The Ubu plays written by Alfred Jarry have attained a practically mythical status. That is because they portray the kind of Everyman tyrant who seems to reappear around the world with terrifying regularity.
In this latest incarnation, Stephens mixes the original story with ghosts of other characters and tales drawn from various media and eras.
The lengthy opening scene is a strange mixture of Ubu, Macbeth and Punch and Judy. Pa and Ma Ubu knock seven bells out of each other but soon enough their ambitions grow and they see the opportunity to kill jolly King Wenceslas and steal his crown.
Once enthroned, our antihero goes for gold, literally by killing in quick succession the landed gentry, the judges and the bankers. The irony of this last group will probably not be lost on a typical, affluent Hampstead audience.
After the knockabout humour, Katie Mitchell's vision changes gear and gets close to reverse as we spend long periods watching and listening to a pair of simultaneous translators played by Nikki Amuka-Bird and Kate Duchene.
They are reporting a trial that could easily have been that of, say, Adolf Hitler, Idi Amin or Slobodan Milosevic but is in fact the indictment of Pa Ubu. As such, the court scenes have the texture of verbatim dramas of the type regularly seen down the road at the Tricycle but reported like Greek tragedies rather than seen.

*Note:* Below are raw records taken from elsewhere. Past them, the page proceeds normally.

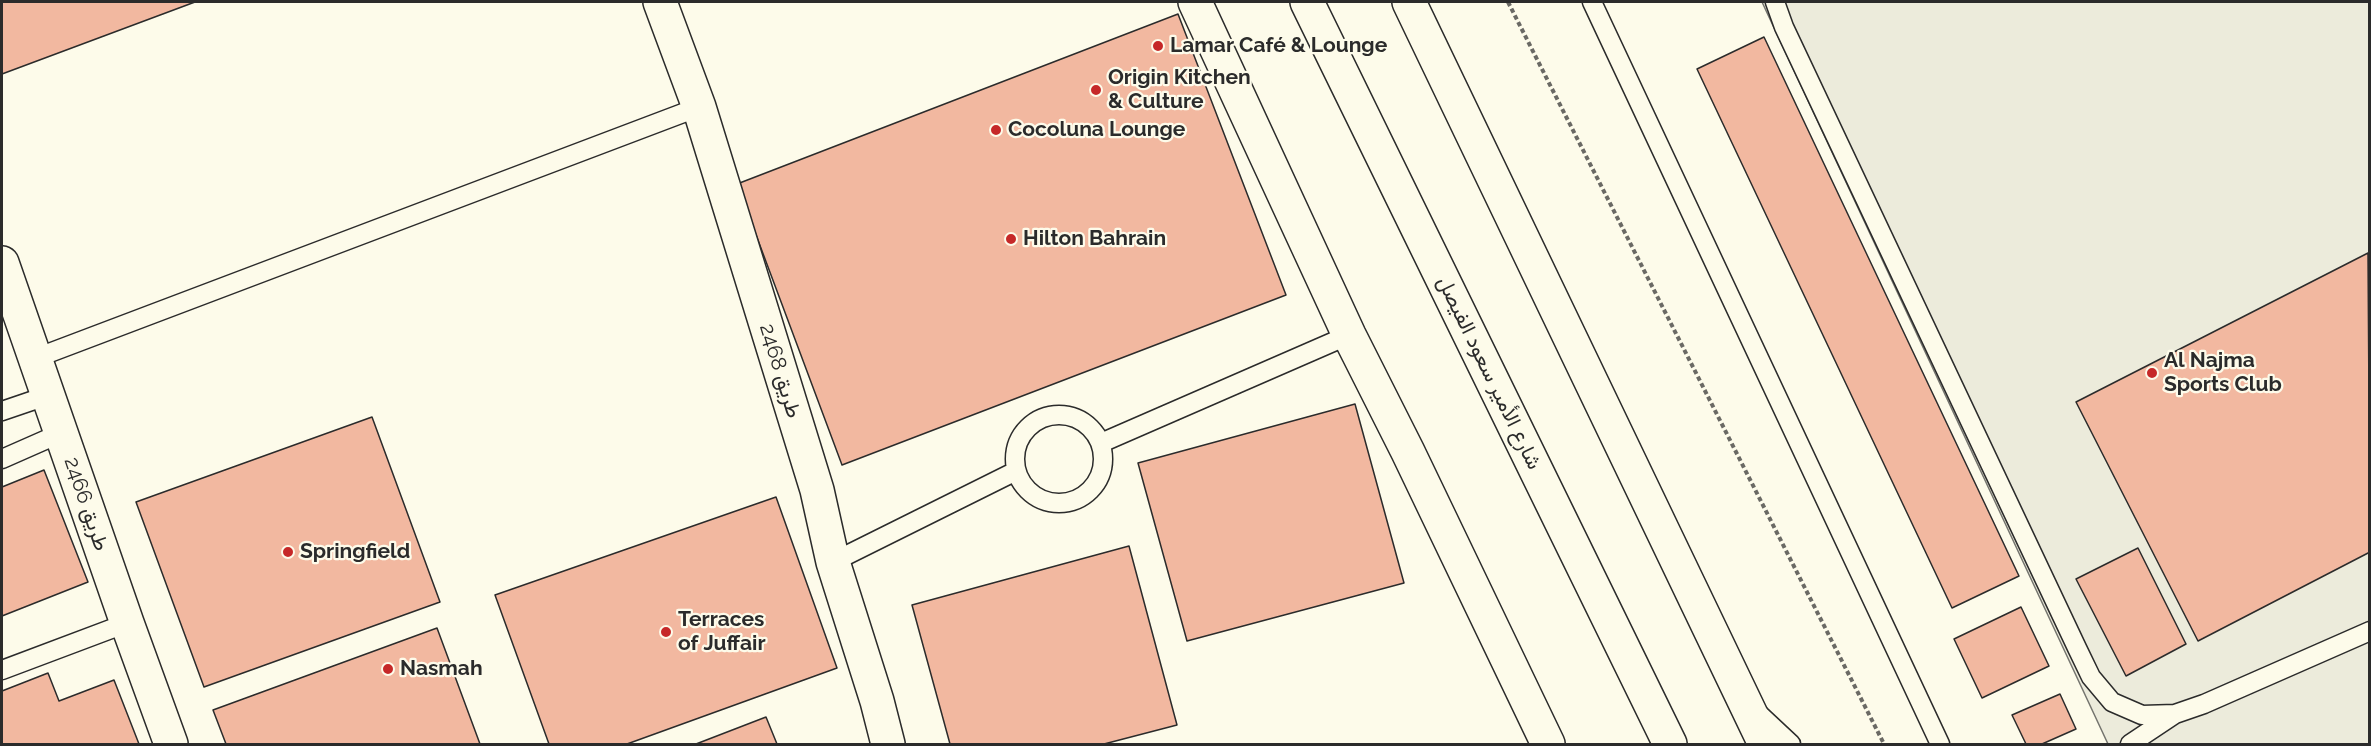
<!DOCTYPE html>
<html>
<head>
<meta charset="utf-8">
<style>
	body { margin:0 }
	#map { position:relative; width:2371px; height:746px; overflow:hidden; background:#fdfbea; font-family:Raleway,sans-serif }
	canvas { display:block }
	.frame { position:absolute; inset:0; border:3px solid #2b2b2b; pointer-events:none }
</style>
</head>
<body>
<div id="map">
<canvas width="2371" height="746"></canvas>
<div class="frame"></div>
</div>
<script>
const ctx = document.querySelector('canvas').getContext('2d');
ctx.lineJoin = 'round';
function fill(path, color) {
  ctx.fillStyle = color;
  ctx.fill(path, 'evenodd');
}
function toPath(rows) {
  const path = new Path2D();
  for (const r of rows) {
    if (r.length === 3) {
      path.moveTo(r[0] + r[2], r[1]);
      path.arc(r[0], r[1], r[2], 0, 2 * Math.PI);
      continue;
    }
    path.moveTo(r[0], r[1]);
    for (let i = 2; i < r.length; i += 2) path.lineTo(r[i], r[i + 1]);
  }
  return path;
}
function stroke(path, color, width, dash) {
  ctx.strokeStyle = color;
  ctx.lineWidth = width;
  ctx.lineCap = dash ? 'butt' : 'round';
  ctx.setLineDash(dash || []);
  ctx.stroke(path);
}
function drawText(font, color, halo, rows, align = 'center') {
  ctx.font = font + ' Raleway,Vazirmatn,sans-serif';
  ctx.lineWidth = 4.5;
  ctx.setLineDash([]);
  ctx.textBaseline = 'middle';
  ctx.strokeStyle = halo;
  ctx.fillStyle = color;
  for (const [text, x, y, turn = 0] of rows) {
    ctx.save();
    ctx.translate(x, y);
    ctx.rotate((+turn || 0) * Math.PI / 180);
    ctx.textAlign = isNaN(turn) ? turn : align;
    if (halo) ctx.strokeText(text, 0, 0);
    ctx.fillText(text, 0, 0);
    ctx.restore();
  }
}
const green = toPath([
	[1762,2,2369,2,2369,744,2108,744,1762,2]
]);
fill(green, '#ecebdb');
stroke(green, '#74746e', 1.5);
const building = toPath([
	[2,2,195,2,2,74,2,2],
	[1178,14,1286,295,842,465,737,184,1178,14],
	[1764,37,2019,576,1952,608,1697,69,1764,37],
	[2368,253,2370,552,2198,641,2076,402,2368,253],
	[1355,404,1404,583,1187,641,1138,463,1355,404],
	[372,417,440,602,204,687,136,502,372,417],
	[44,470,88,582,2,616,2,487,44,470],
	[776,497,837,668,627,744,549,744,495,595,776,497],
	[1129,546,1177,725,1104,744,950,744,912,605,1129,546],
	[2138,548,2186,644,2126,676,2076,579,2138,548],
	[2021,607,2049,666,1982,698,1954,639,2021,607],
	[437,628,480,744,226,744,213,710,437,628],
	[48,673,59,701,114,680,139,744,2,744,2,691,48,673],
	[2060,694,2076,729,2042,744,2026,744,2012,715,2060,694],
	[766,717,777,744,696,744,766,717]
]);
fill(building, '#f2b8a0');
stroke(building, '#2b2b2b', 1.5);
const lane = toPath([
	[1592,2,1940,744],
	[1775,2,1784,27,2077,648,2091,677,2112,702,2142,715,2175,714,2204,704,2370,631],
	[36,358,699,107],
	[2,411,49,395],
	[1059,459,44],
	[1101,443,1349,335],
	[2,459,61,433],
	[833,562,1016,471],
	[2,670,127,623],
	[1760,715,1791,744],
	[2130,744,2175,714]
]);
const street = toPath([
	[660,2,699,107,817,490,833,562,877,701,888,744],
	[1195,2,1349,335,1408,452,1548,744],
	[2,263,127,623,171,744]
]);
const secondary = toPath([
	[1307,2,1670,744],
	[1409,2,1765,744]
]);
stroke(lane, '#2b2b2b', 21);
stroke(street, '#2b2b2b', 36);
stroke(secondary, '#2b2b2b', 36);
stroke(toPath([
	[1508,2,1884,744]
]), '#6a6964', 4, [4.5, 3]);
stroke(lane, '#fdfbea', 18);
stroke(street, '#fdfbea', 33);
stroke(secondary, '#fdfbea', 33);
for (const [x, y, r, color] of [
	[1158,46,6,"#c62828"],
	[1096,90,6,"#c62828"],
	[996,130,6,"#c62828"],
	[1011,239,6,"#c62828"],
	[2152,373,6,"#c62828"],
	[288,552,6,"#c62828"],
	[666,632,6,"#c62828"],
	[388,669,6,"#c62828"]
]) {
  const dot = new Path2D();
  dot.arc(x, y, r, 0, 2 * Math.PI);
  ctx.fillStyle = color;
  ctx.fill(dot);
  stroke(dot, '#fdfbea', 2);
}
drawText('bold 21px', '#2b2b2b', '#fdfbea', [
	["Lamar Café & Lounge",1170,46],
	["Origin Kitchen",1108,78],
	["& Culture",1108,102],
	["Cocoluna Lounge",1008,130],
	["Hilton Bahrain",1023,239],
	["Al Najma",2164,361],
	["Sports Club",2164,385],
	["Springfield",300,552],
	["Terraces",678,620],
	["of Juffair",678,644],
	["Nasmah",400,669]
], 'left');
drawText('21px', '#2b2b2b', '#fdfbea', [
	["طريق 2468",780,371,73],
	["شارع الأمير سعود الفيصل",1489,373,64],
	["طريق 2466",86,504,71]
]);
</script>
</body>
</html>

Long stretches of testimony dragging out over in excess of 12 months are related with the breaks shown in cleverly devised fast forward mode, one of those stage tricks at which Katie Mitchell excels.
A couple of times the stage, which otherwise looks like a wall of death with a small window, opens out into a triptych with stage right an advocates' resting room and stage left the former King's cell.
The story is given an air of fantasy by the fact that when the trial takes place in 2009, 98 years after the crime was committed, the defendant is 130, while one of his accusers has reached the grand old age of 183.
Once you have picked up the idea, not a great deal happens making this performance feel rather longer than its running time, which is only 75 minutes.